Supporting a loved one who has been diagnosed with cancer, whether friend or family, can be a difficult situation. Every patient will require different needs and types of support. Some patients are incredibly resilient in their optimism and perspective of life, while others may feel incredibly discouraged. Some may not know what to feel, especially when first diagnosed. While there is not a general support plan guaranteed to help every cancer patient, there are some guidelines you can follow to offer the best emotional support for your loved one.
Listening may sound simple enough, but is harder than you think. Cancer patients need time to process their new situation. It may awhile before they really know how they feel; they’ll experience a range of emotions, and you’ll most likely be a sounding board for their frustrations, hopes, fears, and more. Just listen. Unless you’ve battled cancer before, you likely have no idea what they’re going through, which will make it near impossible to empathize with them.
It’s our nature to offer words of encouragement, especially when a loved one is feeling down on themselves. There is a time to encourage, but sometimes they may not want to hear that “It’ll turn out” or that “Everything will be fine.” If your loved one is venting, then listen to what they have to say and just be there for them. “I love you” and “I’m here for you” may be the best things you can say.

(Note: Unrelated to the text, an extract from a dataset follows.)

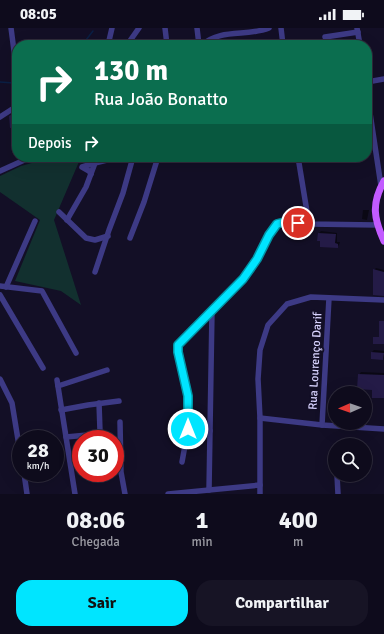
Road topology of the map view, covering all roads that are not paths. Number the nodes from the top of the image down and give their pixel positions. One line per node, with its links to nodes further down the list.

Support Their Treatment Decisions
As a caring friend or family member, you’ll most likely do your own extensive research on available treatments for cancer. While educating yourself on cancer is beneficial and shows that you care, it’s important that you remember to respect your loved one’s treatment decisions. It is their body and their choice. Oftentimes, we can be overbearing when it comes to helping our loved one make big decisions, such as cancer treatment. But when they make a decision, they need you to be in their corner.
Advise Only When Asked
This is directly related to our previous tip. Your loved one is often receiving lots of information from a variety of sources: doctors, oncologists, friends, family members, and even strangers they come into contact with. While everyone is often well-intentioned, it can be easy for your loved one to become overwhelmed with everything that’s being thrown at them.
Instead of constantly coming to them with new bits of information about the diagnosis or possible treatments, just be there for them through it all. If they ask your advice, then it’s the perfect time to speak up; however, make sure that you do not unload everything you’ve been saving up. Keep your advice relevant to the question asked.

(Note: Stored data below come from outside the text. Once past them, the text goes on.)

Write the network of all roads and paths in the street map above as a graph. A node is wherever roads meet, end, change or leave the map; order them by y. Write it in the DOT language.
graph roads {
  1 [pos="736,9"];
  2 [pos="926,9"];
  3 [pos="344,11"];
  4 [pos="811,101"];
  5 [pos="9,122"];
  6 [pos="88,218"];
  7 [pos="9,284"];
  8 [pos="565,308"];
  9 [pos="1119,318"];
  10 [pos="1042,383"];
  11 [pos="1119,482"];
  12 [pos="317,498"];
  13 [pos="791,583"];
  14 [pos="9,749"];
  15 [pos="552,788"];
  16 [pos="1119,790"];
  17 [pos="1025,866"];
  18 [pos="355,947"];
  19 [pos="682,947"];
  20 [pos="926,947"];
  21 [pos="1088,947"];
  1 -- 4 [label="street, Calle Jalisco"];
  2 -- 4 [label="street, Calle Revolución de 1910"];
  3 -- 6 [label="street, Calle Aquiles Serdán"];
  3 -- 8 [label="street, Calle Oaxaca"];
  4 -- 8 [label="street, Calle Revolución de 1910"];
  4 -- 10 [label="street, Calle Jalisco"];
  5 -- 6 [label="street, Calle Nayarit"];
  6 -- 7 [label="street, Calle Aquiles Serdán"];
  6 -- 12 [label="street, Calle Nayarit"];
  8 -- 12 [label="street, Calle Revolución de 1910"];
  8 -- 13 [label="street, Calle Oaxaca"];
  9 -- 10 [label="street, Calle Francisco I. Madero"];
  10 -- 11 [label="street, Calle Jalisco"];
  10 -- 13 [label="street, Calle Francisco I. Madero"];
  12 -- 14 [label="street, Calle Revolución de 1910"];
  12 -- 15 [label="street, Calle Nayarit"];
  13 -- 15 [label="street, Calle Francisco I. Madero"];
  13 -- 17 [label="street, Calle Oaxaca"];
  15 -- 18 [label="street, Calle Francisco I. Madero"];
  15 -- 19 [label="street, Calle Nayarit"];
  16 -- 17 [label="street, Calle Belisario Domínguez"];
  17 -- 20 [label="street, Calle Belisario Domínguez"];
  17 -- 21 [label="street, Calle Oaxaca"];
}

Maintain a Sense of Normalcy
With new medication, planned treatments, and other changes, it’s easy for your loved one to feel as if everything is changing. The need for normalcy, such as life pre-cancer, is greater than ever. You may be tempted to offer to take care of everything, even down to washing the dishes, but you may find that your loved one wants to keep performing everyday tasks or enjoy everyday activities.
This does not mean that you shouldn’t offer to help, but respect their wishes should they decline, and be their escape if that’s what they want. Also, there’s a reason they say, “Laughter is the best medicine.” Just take it from cancer survivor Sherry Smith in an article from Gaiam Life:
“It was the laughter, the silliness, the keeping things light and ‘normal.’ It allowed me the freedom to just let loose and experience some of the joy that I thought I might never see again. When I would hear myself laughing from somewhere deep within my soul, there was a part of me that said, ‘You’re going to make it. You’re going to do this. You are so loved, and life is just so great even when it’s so horrid.’”
Make Specific, Sincere Offers
Here’s something that many cancer patients will hear multiple times in a day: “Let me know if you need anything.” While the intentions are pure from those offering help, it’s possible your loved one will feel uncomfortable calling on you in a moment of need. Of course, this may not be a problem if you share a close relationship; nevertheless, get specific about what you’re willing to do. You can offer to do the grocery shopping, taking the kids to and from school, running other errands, or giving them a ride to and from treatments.
Remember, your loved one may wish to perform some of these tasks on their own, and you definitely should respect their wishes. But, it’s easier for your loved one to accept your help when the help offered is not so open-ended.